■ **GOAL OF THE EXERCISE**
Tally the lines in the entries below where the string "Down" occurs. Reply with the total alone.
=== PROVIDED DATA ===
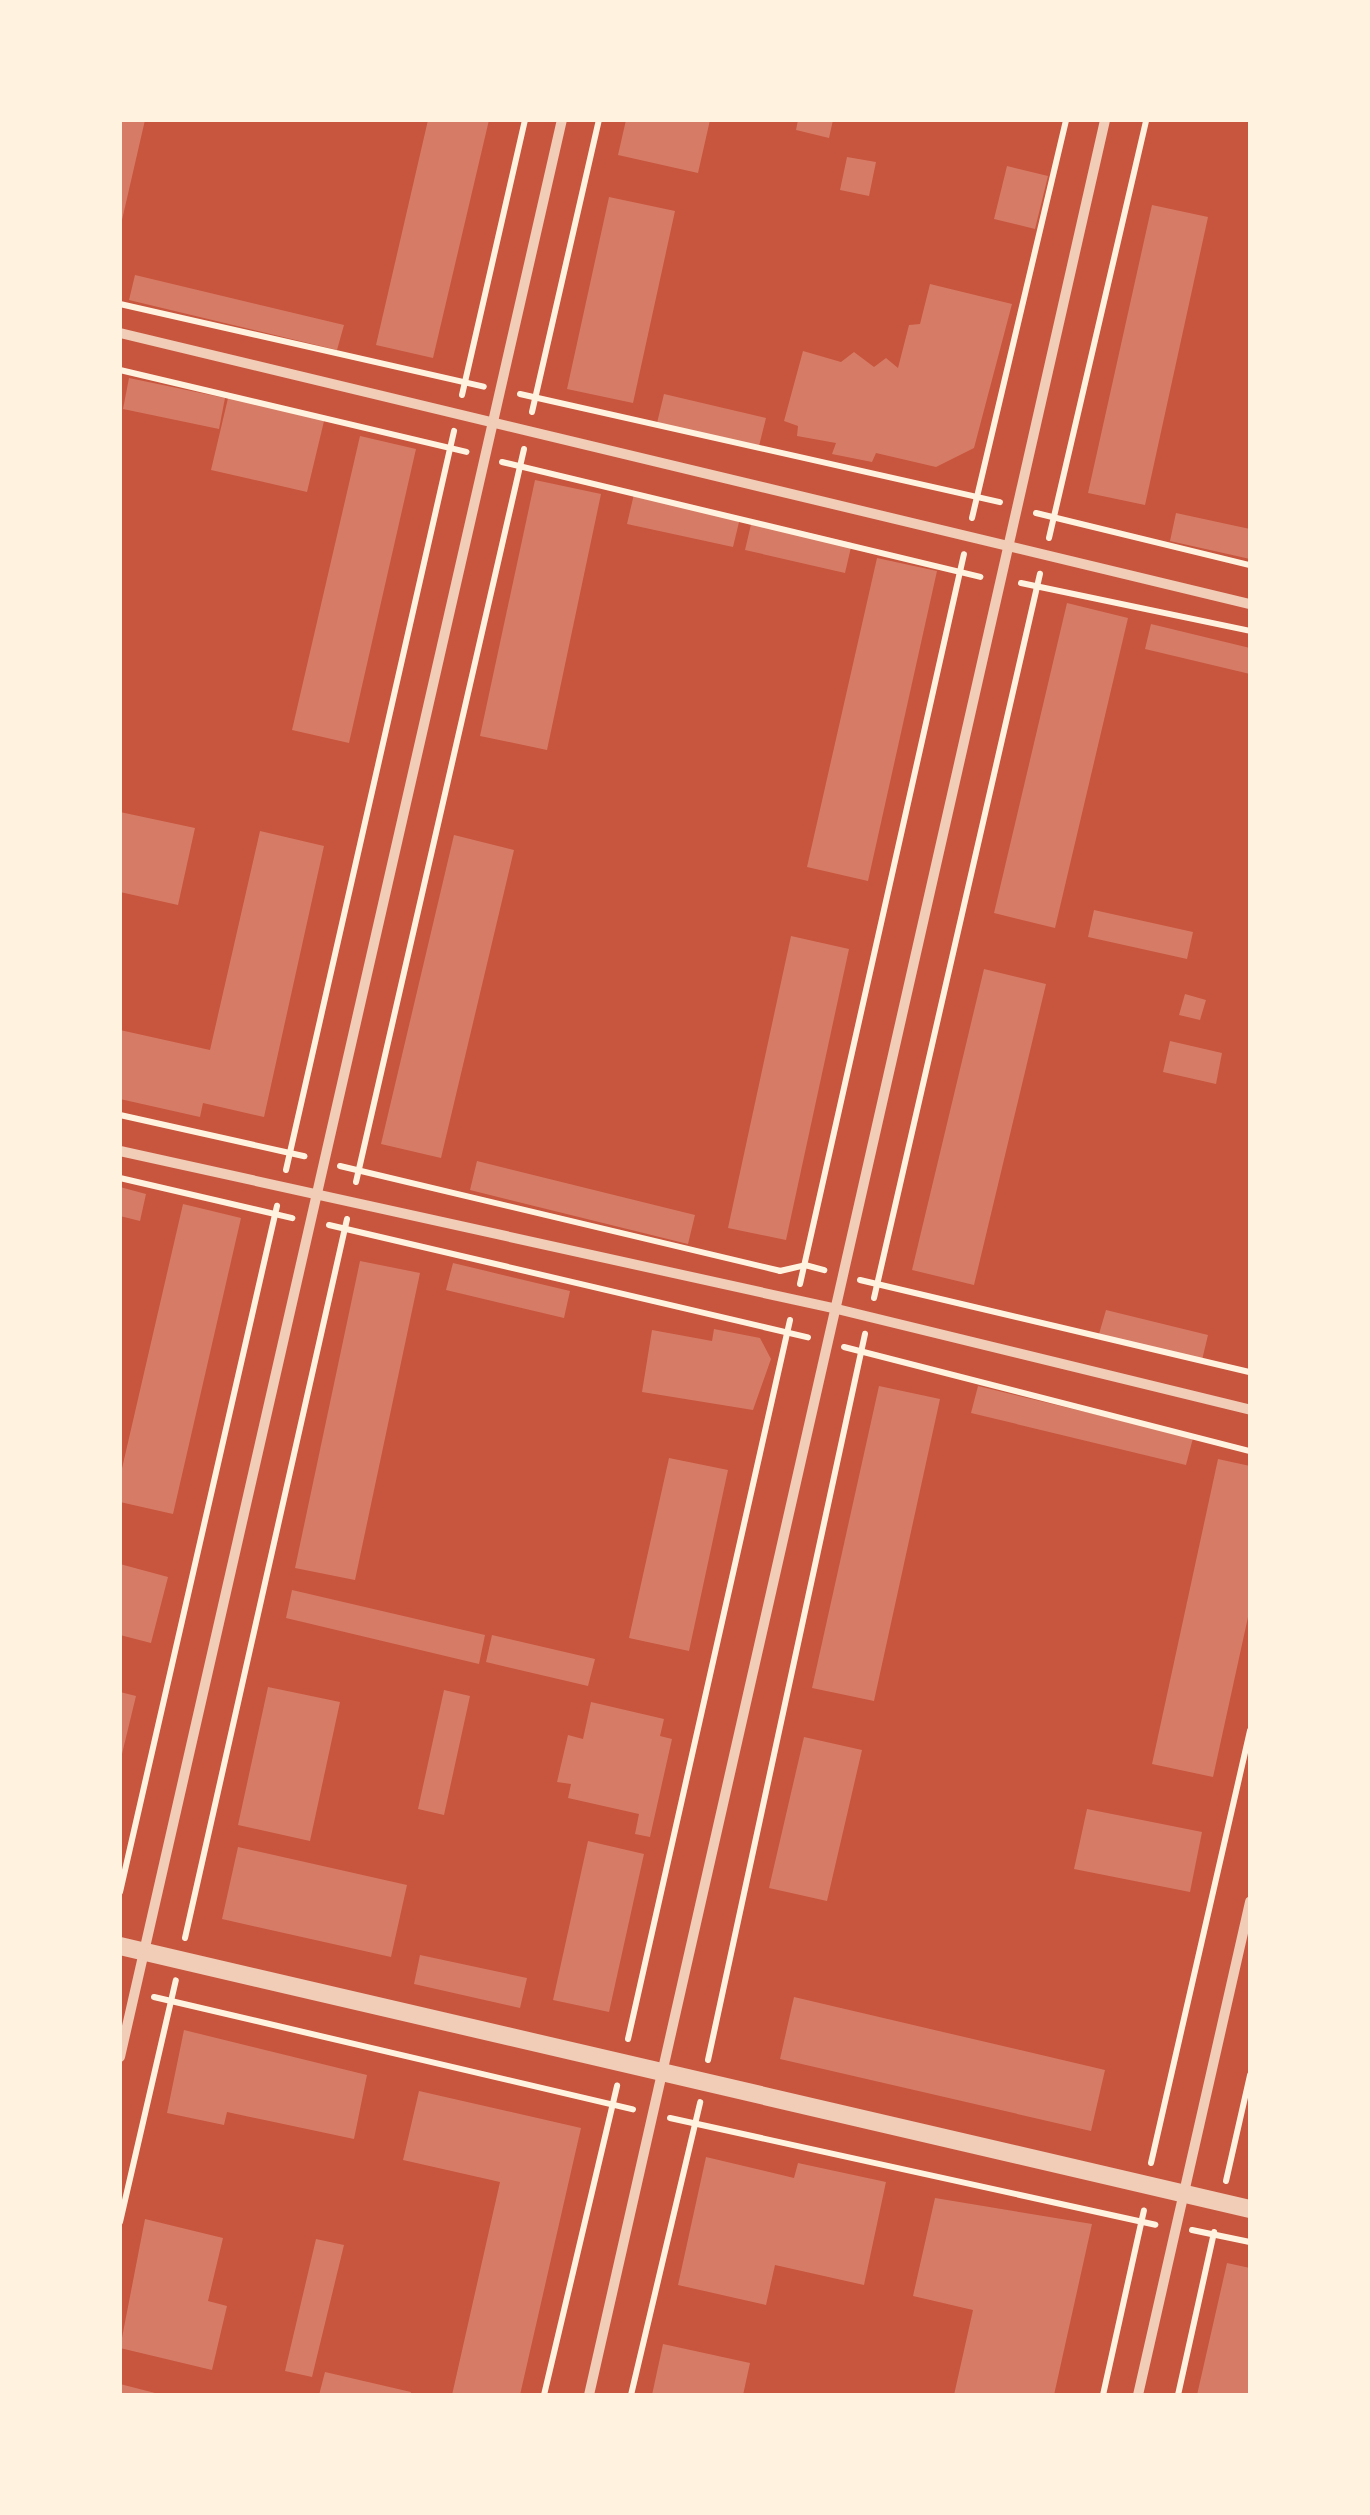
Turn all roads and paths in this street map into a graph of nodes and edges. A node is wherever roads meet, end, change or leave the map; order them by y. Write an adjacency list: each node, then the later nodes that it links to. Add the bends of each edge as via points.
1 (525, 120): 7 (path, via 464,386)
2 (562, 120): 10 (street)
3 (600, 120): 13 (path, via 535,400)
4 (1066, 120): 13 (path)
5 (1104, 120): 16 (street)
6 (1146, 120): 14 (path)
7 (120, 304)
8 (120, 334): 10 (street)
9 (120, 370): 11 (path, via 451,445)
10 (494, 424): 11 (street); 15 (street)
11 (486, 460): 12 (path); 26 (street)
12 (521, 463): 19 (path); 27 (path)
13 (977, 498): 15 (path)
14 (1054, 520): 17 (path); 18 (path)
15 (968, 536): 16 (street); 19 (path)
16 (1004, 545): 17 (street); 20 (street)
17 (1044, 556): 21 (path); 22 (street)
18 (1250, 565)
19 (960, 569): 20 (path); 32 (path)
20 (996, 583): 21 (path); 33 (street)
21 (1038, 584): 23 (path); 34 (path)
22 (1250, 604)
23 (1250, 631)
24 (120, 1115): 26 (path)
25 (120, 1151): 29 (street)
26 (322, 1160): 27 (path); 29 (street)
27 (358, 1172): 32 (path, via 780,1271)
28 (120, 1178): 30 (path)
29 (312, 1194): 30 (street); 35 (street)
30 (306, 1221): 31 (path); 47 (street)
31 (345, 1228): 38 (path); 48 (path)
32 (804, 1265): 33 (path); 35 (path)
33 (843, 1274): 34 (path); 36 (street)
34 (878, 1286): 37 (path); 41 (path)
35 (794, 1302): 36 (street); 38 (path)
36 (836, 1308): 37 (street); 39 (street)
37 (868, 1318): 40 (path); 42 (street)
38 (786, 1331): 39 (path); 52 (path)
39 (826, 1342): 40 (path); 53 (street)
40 (862, 1352): 43 (path); 55 (path)
41 (1250, 1372)
42 (1250, 1410)
43 (1250, 1451)
44 (1250, 1730): 59 (path)
45 (1250, 1902): 60 (street)
46 (120, 1946): 47 (street)
47 (144, 1951): 48 (street); 49 (street)
48 (180, 1960): 50 (path); 52 (street)
49 (135, 1992): 50 (path); 51 (street)
50 (172, 2001): 56 (path); 63 (path)
51 (120, 2057)
52 (623, 2065): 53 (street); 56 (path)
53 (664, 2074): 55 (street); 57 (street)
54 (1250, 2075): 61 (path)
55 (704, 2083): 58 (path); 59 (street)
56 (612, 2103): 57 (path); 68 (path)
57 (654, 2114): 58 (path); 69 (street)
58 (696, 2124): 64 (path); 70 (path)
59 (1148, 2186): 60 (street); 64 (path)
60 (1184, 2194): 61 (street); 65 (street)
61 (1221, 2202): 62 (street); 66 (path)
62 (1250, 2209)
63 (120, 2222)
64 (1142, 2224): 65 (path); 71 (path)
65 (1176, 2227): 66 (path); 72 (street)
66 (1214, 2234): 67 (path); 73 (path)
67 (1250, 2242)
68 (544, 2395)
69 (588, 2395)
70 (631, 2395)
71 (1103, 2395)
72 (1138, 2395)
73 (1178, 2395)

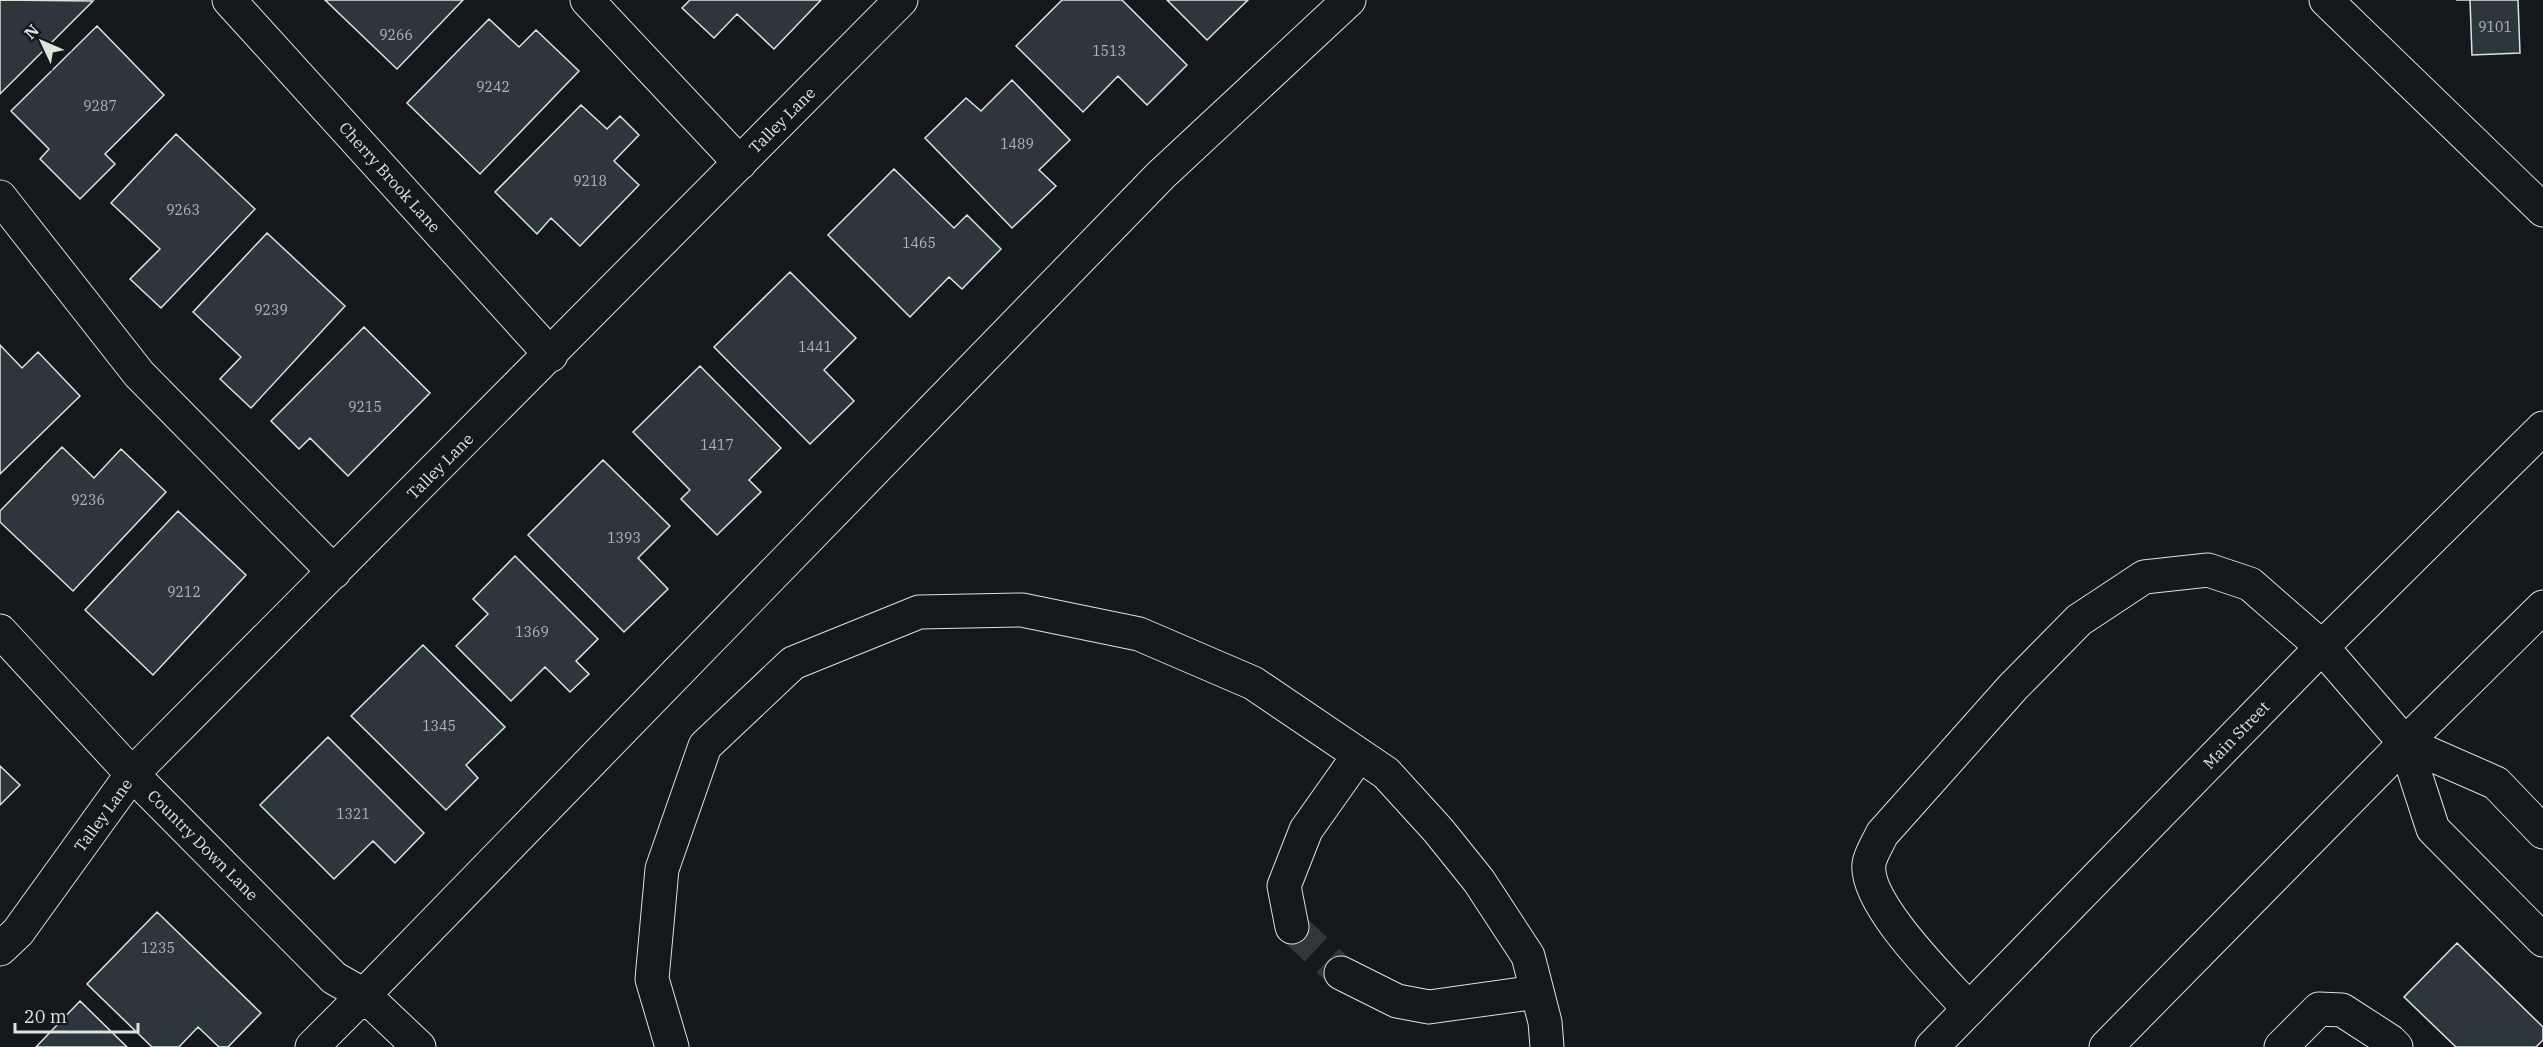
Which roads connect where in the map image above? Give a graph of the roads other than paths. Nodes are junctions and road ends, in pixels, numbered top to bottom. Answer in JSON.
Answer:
{"nodes":[{"id":1,"x":229,"y":0,"type":"edge"},
{"id":2,"x":587,"y":0,"type":"edge"},
{"id":3,"x":901,"y":0,"type":"edge"},
{"id":4,"x":1349,"y":0,"type":"edge"},
{"id":5,"x":2326,"y":0,"type":"edge"},
{"id":6,"x":740,"y":163,"type":"junction"},
{"id":7,"x":0,"y":197,"type":"edge"},
{"id":8,"x":2543,"y":210,"type":"edge"},
{"id":9,"x":551,"y":355,"type":"junction"},
{"id":10,"x":2543,"y":428,"type":"edge"},
{"id":11,"x":334,"y":572,"type":"junction"},
{"id":12,"x":2543,"y":607,"type":"edge"},
{"id":13,"x":0,"y":631,"type":"edge"},
{"id":14,"x":2322,"y":647,"type":"junction"},
{"id":15,"x":2405,"y":743,"type":"junction"},
{"id":16,"x":1359,"y":755,"type":"junction"},
{"id":17,"x":132,"y":774,"type":"junction"},
{"id":18,"x":2543,"y":832,"type":"edge"},
{"id":19,"x":1292,"y":927,"type":"tunnel mouth"},
{"id":20,"x":2543,"y":940,"type":"edge"},
{"id":21,"x":0,"y":949,"type":"edge"},
{"id":22,"x":1341,"y":973,"type":"tunnel mouth"},
{"id":23,"x":1537,"y":992,"type":"junction"},
{"id":24,"x":364,"y":995,"type":"junction"},
{"id":25,"x":1969,"y":1009,"type":"junction"},
{"id":26,"x":312,"y":1047,"type":"edge"},
{"id":27,"x":419,"y":1047,"type":"edge"},
{"id":28,"x":672,"y":1047,"type":"edge"},
{"id":29,"x":1547,"y":1047,"type":"edge"},
{"id":30,"x":1932,"y":1047,"type":"edge"},
{"id":31,"x":2106,"y":1047,"type":"edge"},
{"id":32,"x":2281,"y":1047,"type":"edge"},
{"id":33,"x":2396,"y":1047,"type":"edge"}],
"edges":[{"from":1,"to":9,"type":"street","name":"Cherry Brook Lane"},
{"from":2,"to":6,"type":"street"},
{"from":3,"to":6,"type":"street","name":"Talley Lane"},
{"from":4,"to":24,"type":"street"},
{"from":5,"to":8,"type":"street"},
{"from":6,"to":9,"type":"street","name":"Talley Lane"},
{"from":7,"to":11,"type":"street"},
{"from":9,"to":11,"type":"street","name":"Talley Lane"},
{"from":10,"to":14,"type":"street","name":"Main Street"},
{"from":11,"to":17,"type":"street","name":"Talley Lane"},
{"from":12,"to":15,"type":"street"},
{"from":13,"to":17,"type":"street","name":"Country Down Lane"},
{"from":14,"to":15,"type":"street"},
{"from":14,"to":25,"type":"street","name":"Main Street"},
{"from":14,"to":25,"type":"street"},
{"from":15,"to":18,"type":"street"},
{"from":15,"to":20,"type":"street"},
{"from":15,"to":31,"type":"street"},
{"from":16,"to":19,"type":"street"},
{"from":16,"to":23,"type":"street"},
{"from":16,"to":28,"type":"street"},
{"from":17,"to":21,"type":"street","name":"Talley Lane"},
{"from":17,"to":24,"type":"street","name":"Country Down Lane"},
{"from":22,"to":23,"type":"street"},
{"from":23,"to":29,"type":"street"},
{"from":24,"to":26,"type":"street"},
{"from":24,"to":27,"type":"street","name":"Country Down Lane"},
{"from":25,"to":30,"type":"street","name":"Main Street"},
{"from":32,"to":33,"type":"street"}]}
===
■ **THE COMPLETED TASK**
3